BERITA DAERAH · 5 Jan 2026 19:00 WITA ·

Komisi I DPRD Samarinda Gelar Rapat Tertutup dengan Inspektorat, Samakan Persepsi Metode Pemeriksaan


 Ketua Komisi I DPRD Kota Samarinda, Samri Shaputra, memberikan keterangan kepada media terkait upaya penyamaan pemahaman mengenai metode pemeriksaan agar tidak menimbulkan perbedaan penafsiran di kemudian hari, Senin (5/1/2026).
Foto: Yana Ashari Perbesar

Ketua Komisi I DPRD Kota Samarinda, Samri Shaputra, memberikan keterangan kepada media terkait upaya penyamaan pemahaman mengenai metode pemeriksaan agar tidak menimbulkan perbedaan penafsiran di kemudian hari, Senin (5/1/2026). Foto: Yana Ashari

KUMALANEWS.ID, SAMARINDA — DPRD Kota Samarinda melalui Komisi I menggelar rapat tertutup bersama Inspektorat Kota Samarinda, Senin (5/1/2026). Rapat berlangsung di Ruang Rapat Utama Lantai 2 DPRD Kota Samarinda dan dipimpin langsung oleh Ketua Komisi I DPRD Samarinda, Samri Shaputra, didampingi sejumlah anggota DPRD.

Hadir dalam rapat tersebut Kepala Inspektorat Kota Samarinda, Neneng Chamelia Santi, bersama jajaran. Pertemuan ini digelar untuk membahas perbedaan persepsi terkait proporsionalisme dan standar metode pemeriksaan yang dilakukan Inspektorat.

Usai rapat, Samri Shaputra menjelaskan bahwa persoalan utama yang dibahas adalah penyamaan pemahaman mengenai metode pemeriksaan agar tidak menimbulkan perbedaan penafsiran di kemudian hari.

“Masalahnya ini soal proporsionalisme saja, bagaimana sebenarnya standar metode pemeriksaan itu,” ujar Samri kepada media.

Ia mengungkapkan, selama ini DPRD merasa telah melaksanakan tugas sesuai dengan aturan dan Peraturan Wali Kota (Perwali) yang berlaku. Namun, dalam praktik pemeriksaan, metode yang digunakan Inspektorat kerap berbeda sehingga memunculkan temuan.

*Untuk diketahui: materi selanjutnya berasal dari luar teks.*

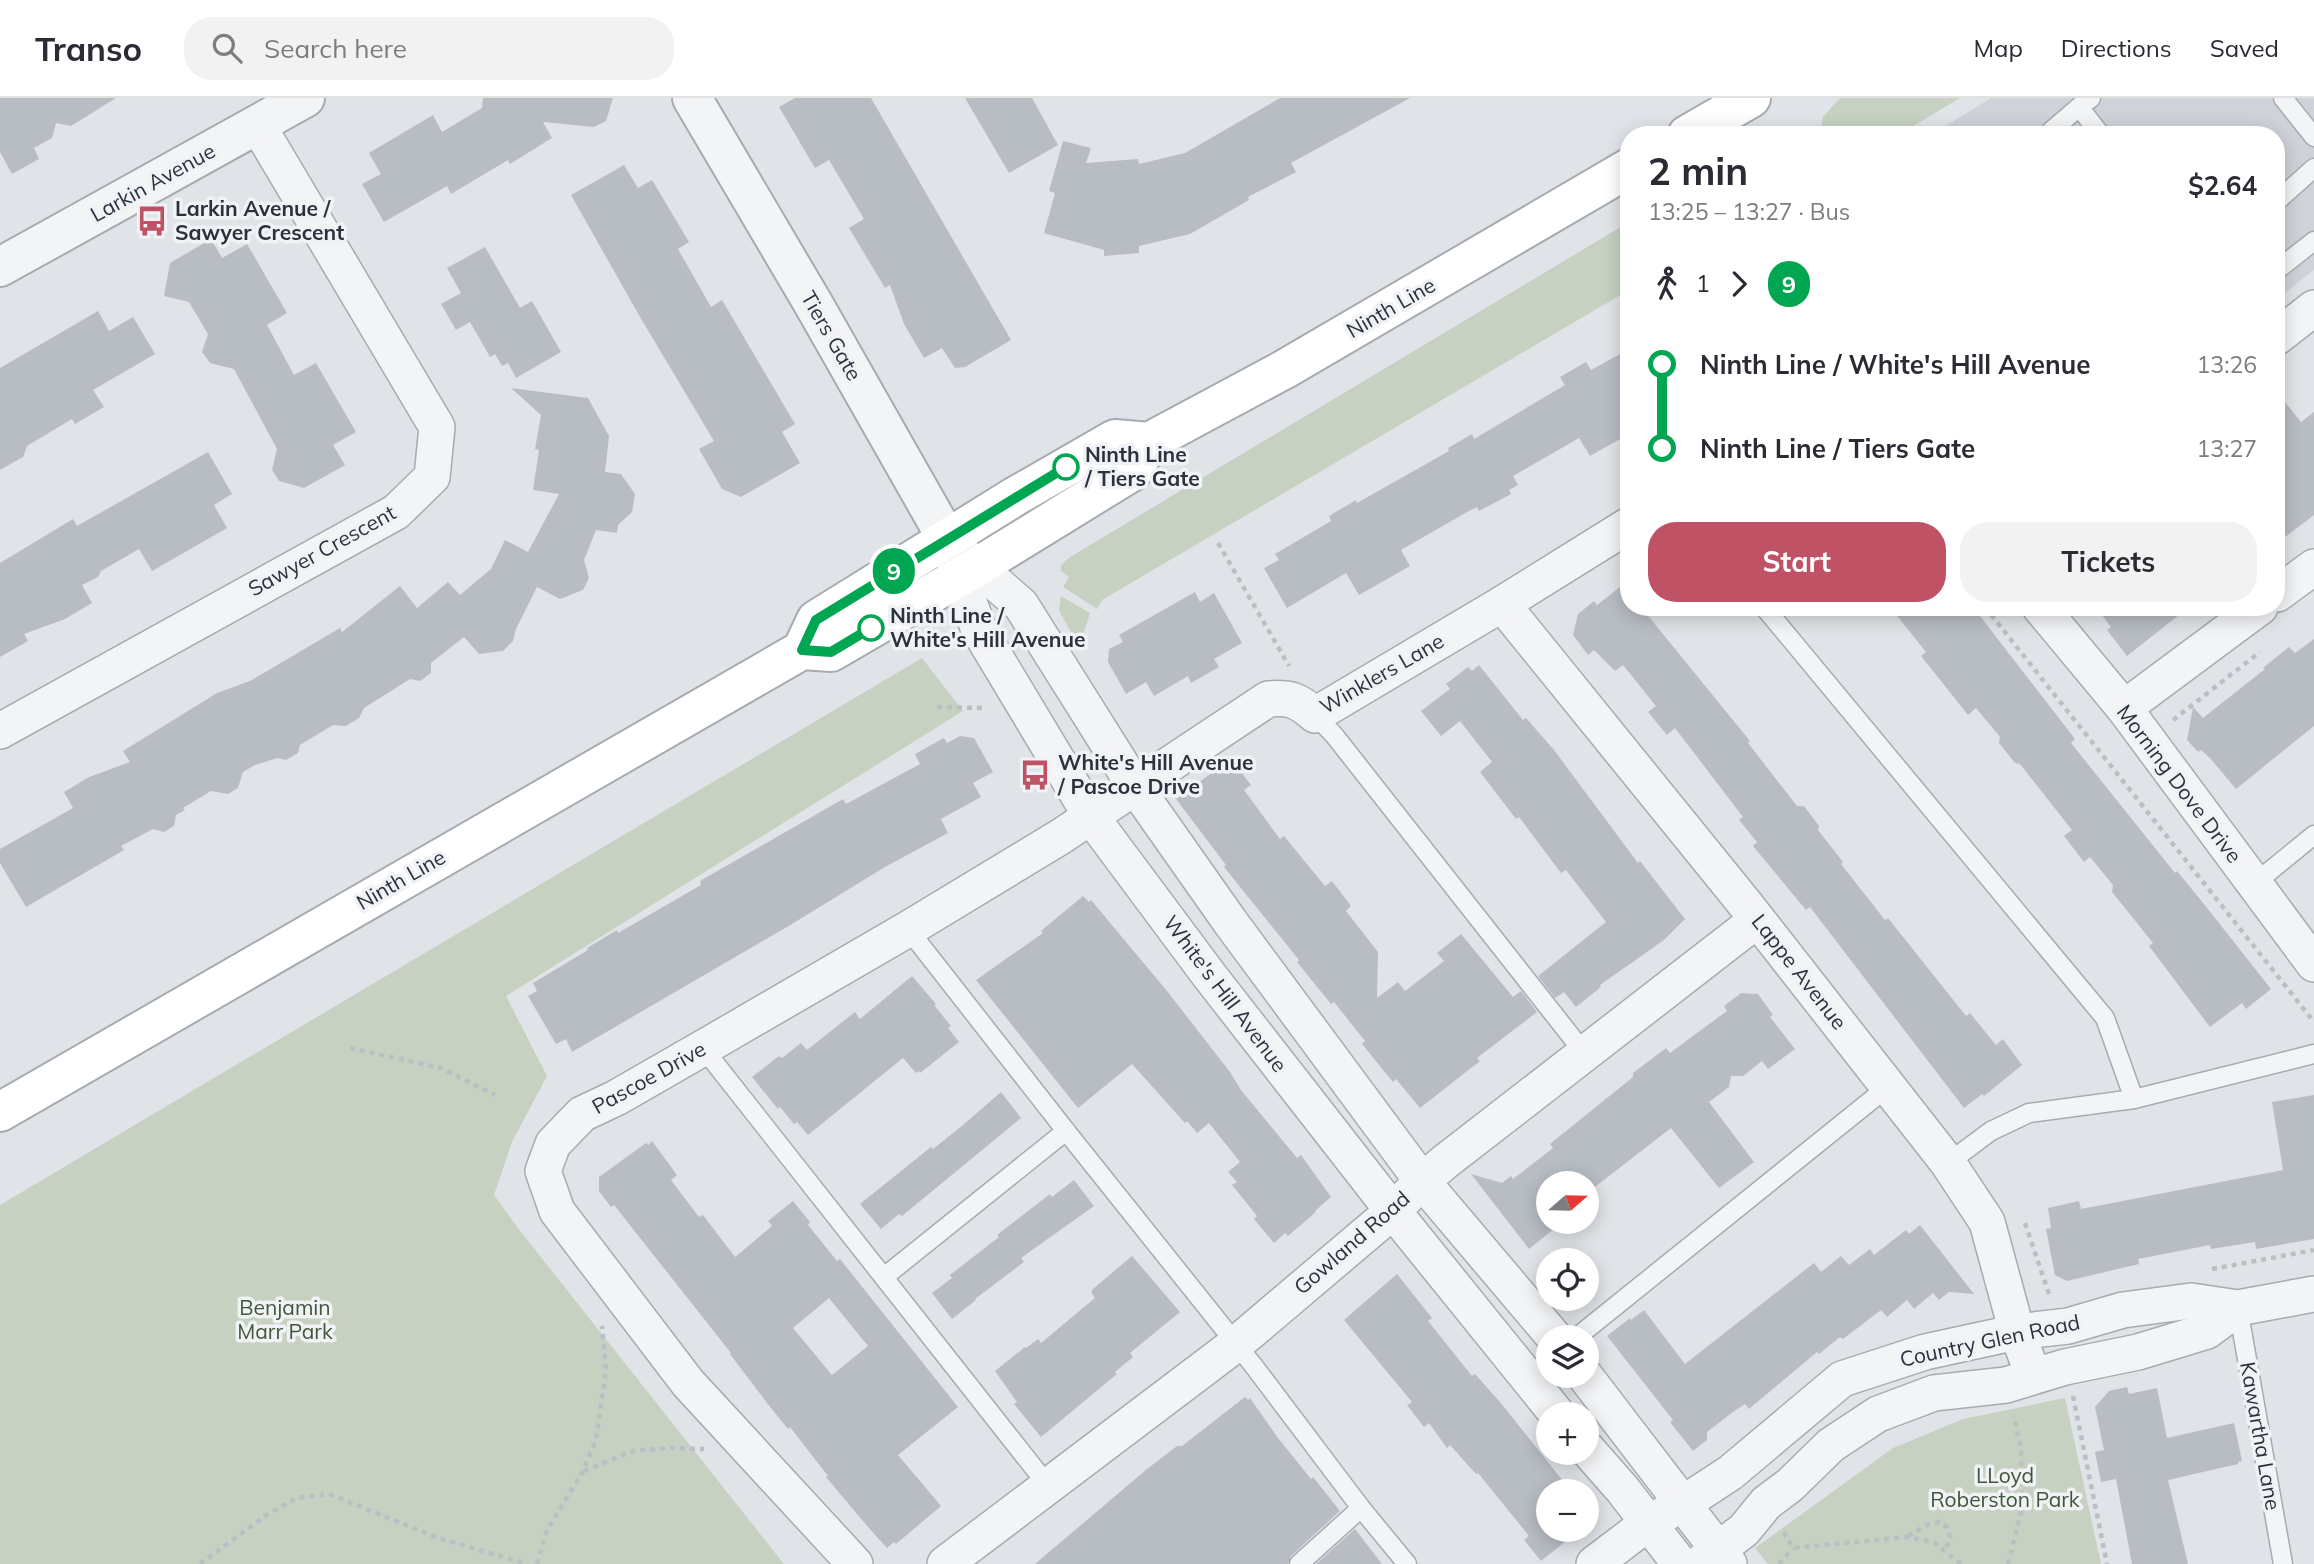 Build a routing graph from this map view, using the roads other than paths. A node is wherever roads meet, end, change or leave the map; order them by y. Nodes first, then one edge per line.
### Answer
1 (305, 98) edge
2 (692, 98) edge
3 (1751, 98) edge
4 (2291, 101) edge
5 (2085, 103) edge
6 (257, 124) junction
7 (1703, 126) edge
8 (2057, 126) edge
9 (2096, 126) edge
10 (2314, 137) edge
11 (2314, 168) edge
12 (1620, 173) edge
13 (2285, 194) edge
14 (2314, 241) edge
15 (2285, 264) edge
16 (0, 267) edge
17 (2314, 308) edge
18 (2285, 331) edge
19 (1149, 442) junction
20 (1620, 531) edge
21 (947, 540) junction
22 (2314, 567) edge
23 (969, 572) junction
24 (2285, 588) edge
25 (1502, 604) junction
26 (1771, 616) edge
27 (2047, 616) edge
28 (2248, 616) edge
29 (802, 650) junction
30 (2124, 708) junction
31 (1315, 715) junction
32 (0, 731) edge
33 (1136, 788) junction
34 (1092, 818) junction
35 (2314, 835) edge
36 (2254, 884) junction
37 (1758, 919) junction
38 (908, 929) junction
39 (2314, 964) edge
40 (703, 1048) junction
41 (1586, 1054) junction
42 (2314, 1054) edge
43 (1889, 1086) junction
44 (2134, 1099) junction
45 (0, 1112) edge
46 (1066, 1132) junction
47 (1948, 1163) junction
48 (1422, 1181) junction
49 (1392, 1211) junction
50 (884, 1277) junction
51 (2314, 1294) edge
52 (2238, 1308) junction
53 (1544, 1325) edge
54 (1592, 1325) edge
55 (2017, 1332) junction
56 (1236, 1344) junction
57 (1536, 1368) edge
58 (2034, 1376) junction
59 (1594, 1388) edge
60 (1599, 1463) edge
61 (1049, 1486) junction
62 (1684, 1503) junction
63 (1361, 1508) junction
64 (1648, 1523) junction
65 (1715, 1559) edge
66 (855, 1564) edge
67 (945, 1564) edge
68 (1299, 1564) edge
69 (1407, 1564) edge
70 (1594, 1564) edge
71 (1680, 1564) edge
72 (2283, 1564) edge

1 - 6 street, Larkin Avenue
2 - 21 street, Tiers Gate
3 - 7 main road
4 - 10 lane
5 - 8 lane
5 - 9 lane
6 - 16 street, Larkin Avenue
6 - 32 street, Sawyer Crescent
11 - 13 lane
12 - 19 main road, Ninth Line
14 - 15 lane
17 - 18 street
19 - 21 main road
19 - 23 main road, Ninth Line
20 - 25 street, Winklers Lane
21 - 23 street, White's Hill Avenue
21 - 29 main road
22 - 24 street
23 - 29 main road, Ninth Line
23 - 33 street, White's Hill Avenue
23 - 34 street, White's Hill Avenue
25 - 31 street, Winklers Lane
25 - 37 street, Lappe Avenue
26 - 44 lane
27 - 30 street, Morning Dove Drive
28 - 30 street
29 - 45 main road, Ninth Line
30 - 36 street, Morning Dove Drive
31 - 33 street, Winklers Lane
31 - 41 lane
33 - 34 street, Pascoe Drive
33 - 48 street, White's Hill Avenue
34 - 38 street, Pascoe Drive
34 - 49 street, White's Hill Avenue
35 - 36 lane
36 - 39 street, Morning Dove Drive
37 - 41 street, Gowland Road
37 - 43 street, Lappe Avenue
38 - 40 street, Pascoe Drive
38 - 46 lane
40 - 50 lane
40 - 66 street, Pascoe Drive
41 - 48 street, Gowland Road
42 - 44 lane
43 - 47 street, Lappe Avenue
43 - 54 lane
44 - 47 lane
46 - 50 lane
46 - 56 lane
47 - 55 street, Lappe Avenue
48 - 49 street, Gowland Road
48 - 53 street, White's Hill Avenue
49 - 56 street, Gowland Road
49 - 57 street, White's Hill Avenue
50 - 61 lane
51 - 52 street, Country Glen Road
52 - 55 street, Country Glen Road
52 - 58 street, Country Glen Road
52 - 72 lane, Kawartha Lane
55 - 58 street, Lappe Avenue
55 - 62 street, Country Glen Road
56 - 61 street, Gowland Road
56 - 63 lane
58 - 65 street, Country Glen Road
59 - 62 street
60 - 64 street
61 - 67 street, Gowland Road
62 - 64 street, Country Glen Road
62 - 65 street
63 - 68 lane
63 - 69 lane
64 - 70 street, Country Glen Road
64 - 71 street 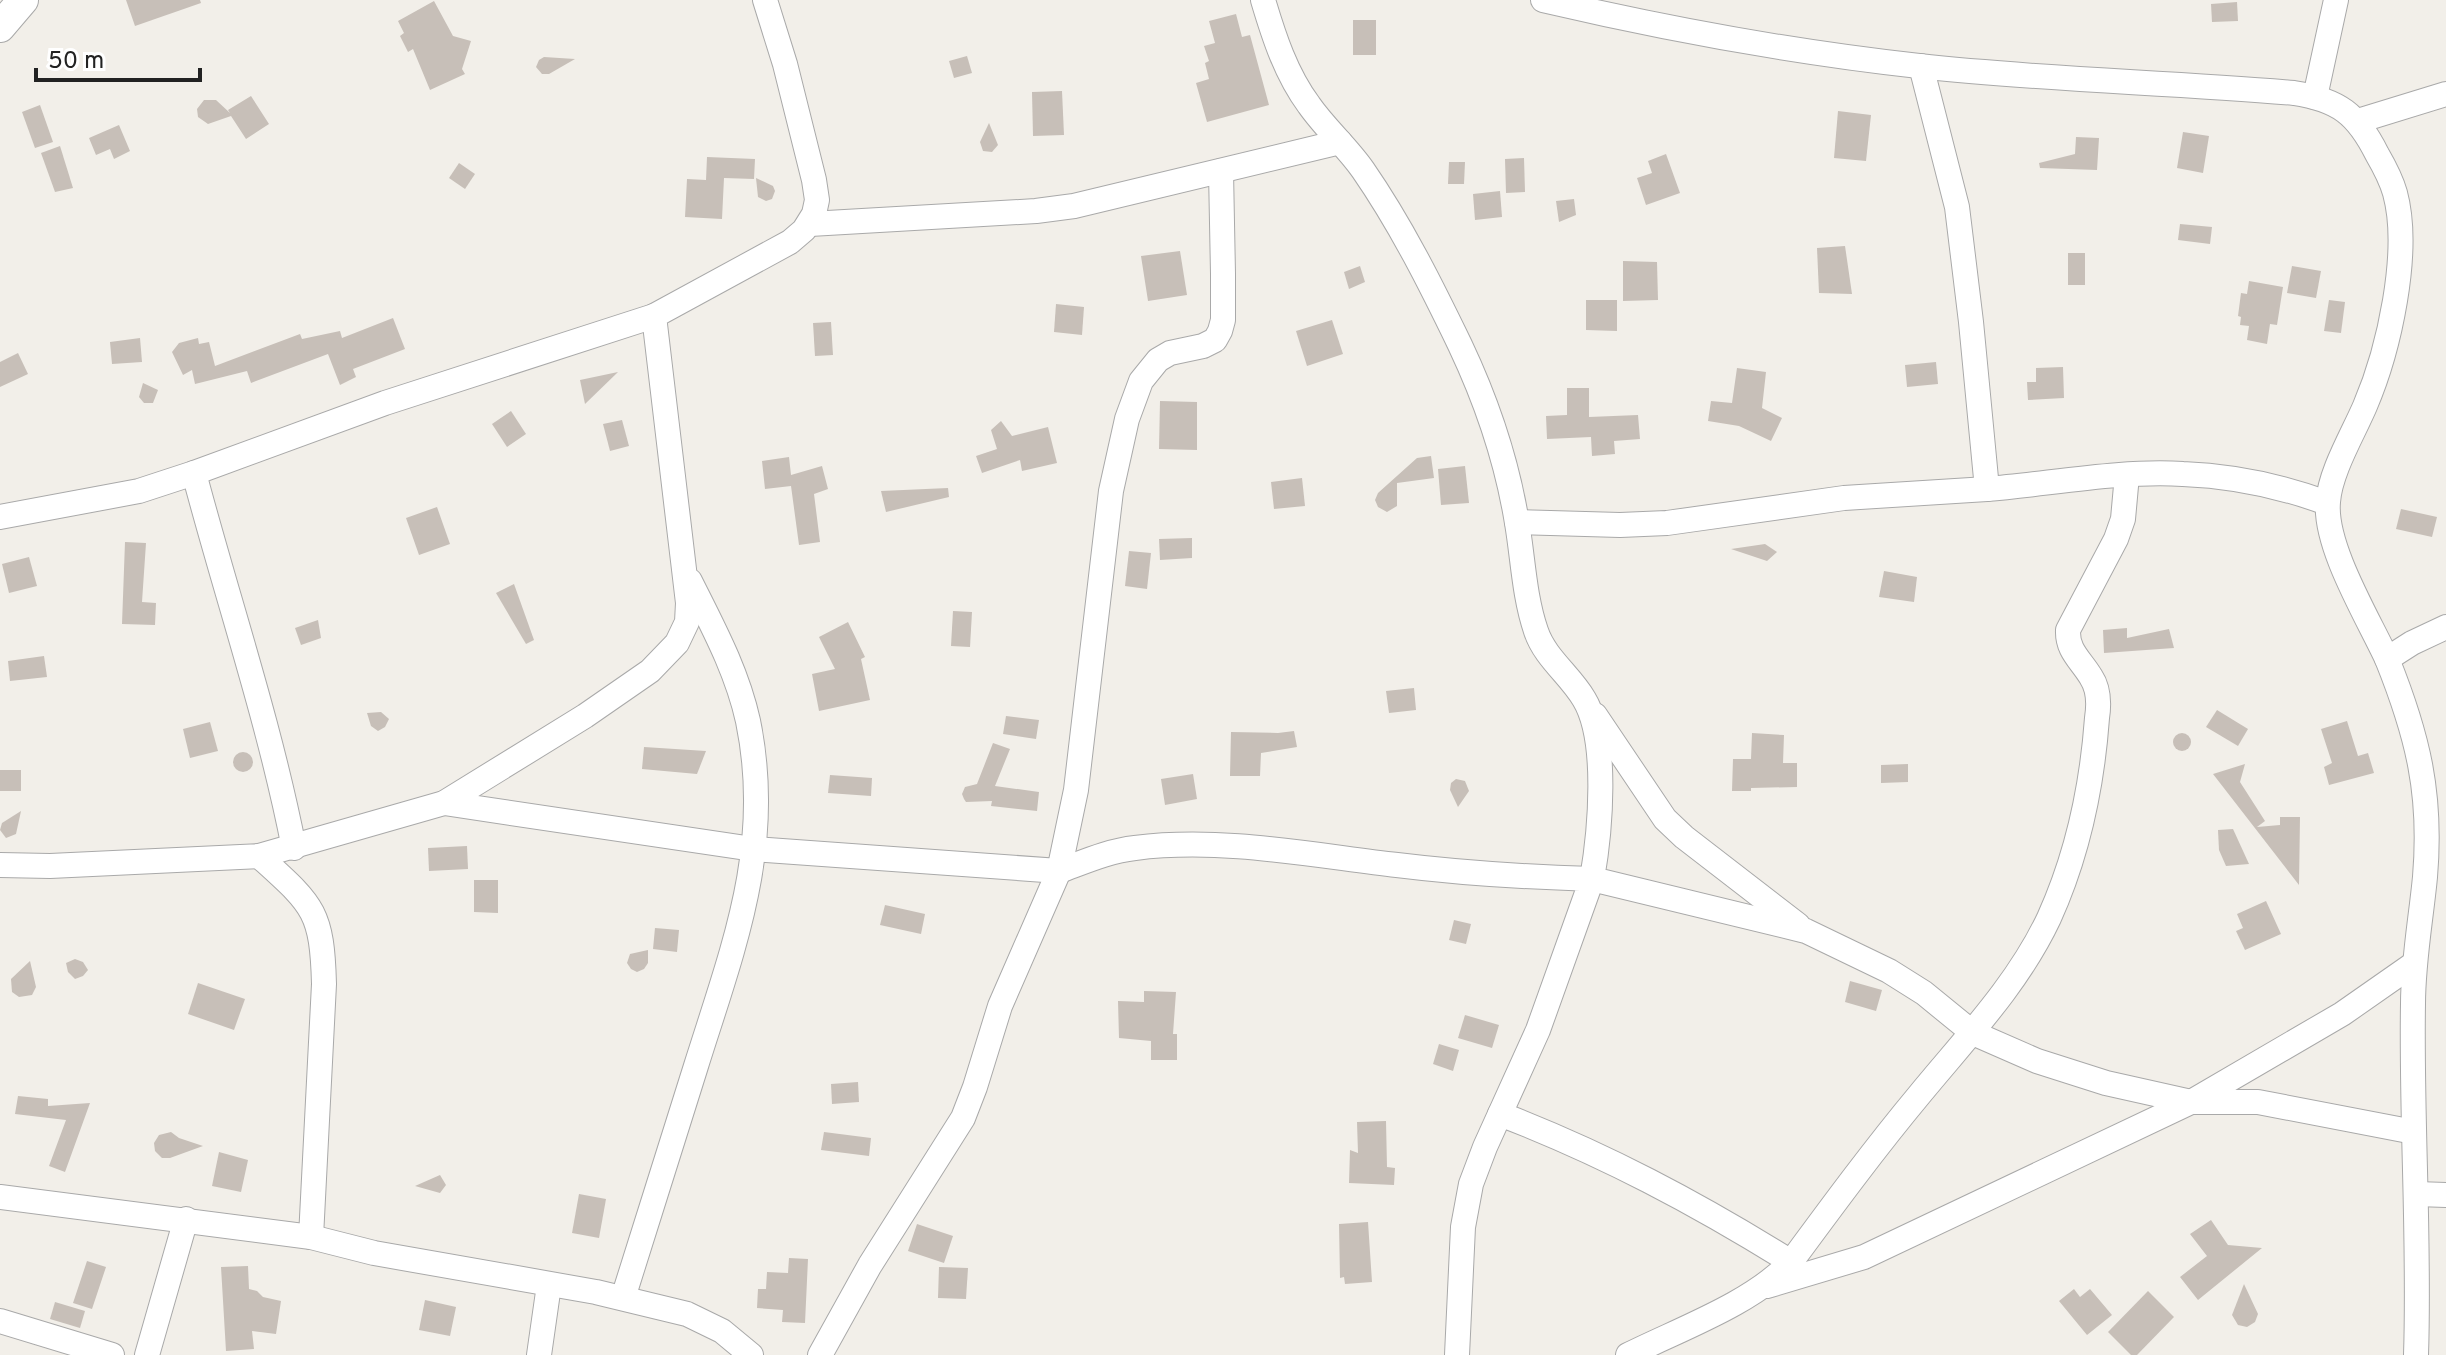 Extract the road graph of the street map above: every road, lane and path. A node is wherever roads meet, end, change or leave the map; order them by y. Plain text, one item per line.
1 (23, 0) edge
2 (765, 0) edge
3 (1263, 0) edge
4 (1543, 0) edge
5 (2336, 0) edge
6 (0, 27) edge
7 (1921, 66) junction
8 (2446, 94) edge
9 (2315, 97) junction
10 (2358, 121) junction
11 (1340, 142) junction
12 (1221, 171) junction
13 (810, 224) junction
14 (654, 316) junction
15 (194, 473) junction
16 (2127, 475) junction
17 (1987, 489) junction
18 (2327, 503) junction
19 (0, 517) edge
20 (1517, 522) junction
21 (684, 568) junction
22 (2446, 627) edge
23 (2387, 659) junction
24 (1586, 703) junction
25 (444, 803) junction
26 (294, 848) junction
27 (753, 849) junction
28 (259, 856) junction
29 (0, 865) edge
30 (1059, 871) junction
31 (1592, 879) junction
32 (1806, 931) junction
33 (2415, 963) junction
34 (1973, 1033) junction
35 (2191, 1102) junction
36 (1500, 1114) junction
37 (2414, 1132) junction
38 (2417, 1194) junction
39 (2446, 1195) edge
40 (0, 1197) edge
41 (186, 1219) junction
42 (311, 1237) junction
43 (1791, 1262) junction
44 (549, 1285) junction
45 (1764, 1287) junction
46 (623, 1298) junction
47 (0, 1321) edge
48 (112, 1355) edge
49 (147, 1355) edge
50 (539, 1355) edge
51 (751, 1355) edge
52 (820, 1355) edge
53 (1457, 1355) edge
54 (1628, 1355) edge
55 (2416, 1355) edge

1 - 6 street
2 - 13 street
3 - 11 street
4 - 7 street
5 - 9 street
7 - 9 street
7 - 17 street
8 - 10 street
9 - 10 street
10 - 18 street
11 - 12 street
11 - 20 street
12 - 13 street
12 - 30 street
13 - 14 street
14 - 15 street
14 - 21 street
15 - 19 street
15 - 26 street
16 - 17 street
16 - 18 street
16 - 34 street
17 - 20 street
18 - 23 street
20 - 24 street
21 - 25 street
21 - 27 street
22 - 23 street
23 - 33 street
24 - 31 street
24 - 32 street
25 - 26 street
25 - 27 street
26 - 28 street
27 - 30 street
27 - 46 street
28 - 29 street
28 - 42 street
30 - 31 street
30 - 52 street
31 - 32 street
31 - 36 street
32 - 34 street
33 - 35 street
33 - 37 street
34 - 35 street
34 - 43 street
35 - 37 street
35 - 45 street
36 - 43 street
36 - 53 street
37 - 38 street
38 - 39 street
38 - 55 street
40 - 41 street
41 - 42 street
41 - 49 street
42 - 44 street
43 - 45 street
44 - 46 street
44 - 50 street
45 - 54 street
46 - 51 street
47 - 48 street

“Berdasarkan Perwali, itu sudah kita laksanakan. Tapi ternyata metode yang digunakan Inspektorat berbeda, sehingga dianggap sebagai temuan,” jelas politisi Fraksi Partai PKS tersebut.

Menurut Samri, rapat ini menjadi penting untuk menyamakan persepsi antara DPRD dan Inspektorat, sehingga ke depan terdapat standar metode pemeriksaan yang jelas dan dapat dijadikan pedoman bersama.

“Ini yang perlu kita samakan persepsinya, metode mana yang digunakan, supaya ke depan ada standar yang jelas,” katanya.

Ia mencontohkan salah satu persoalan yang kerap muncul, yakni terkait perjalanan dinas. Berdasarkan Perwali, apabila tidak menginap di hotel, biaya perjalanan dinas dapat diganti sebesar 30 persen dari pagu anggaran.

“Aturannya jelas. Jika tidak menginap di hotel, maka diganti 30 persen dari pagu,” ujarnya.

Namun, dalam pemeriksaan, sering ditemukan perbedaan penafsiran, terutama terkait kelengkapan administrasi, seperti surat pernyataan tidak menginap di hotel.

“Kadang dianggap ada kesalahan administrasi, misalnya tidak melampirkan surat pernyataan menginap di rumah keluarga. Padahal kami berpedoman pada Perwali,” ungkap Samri.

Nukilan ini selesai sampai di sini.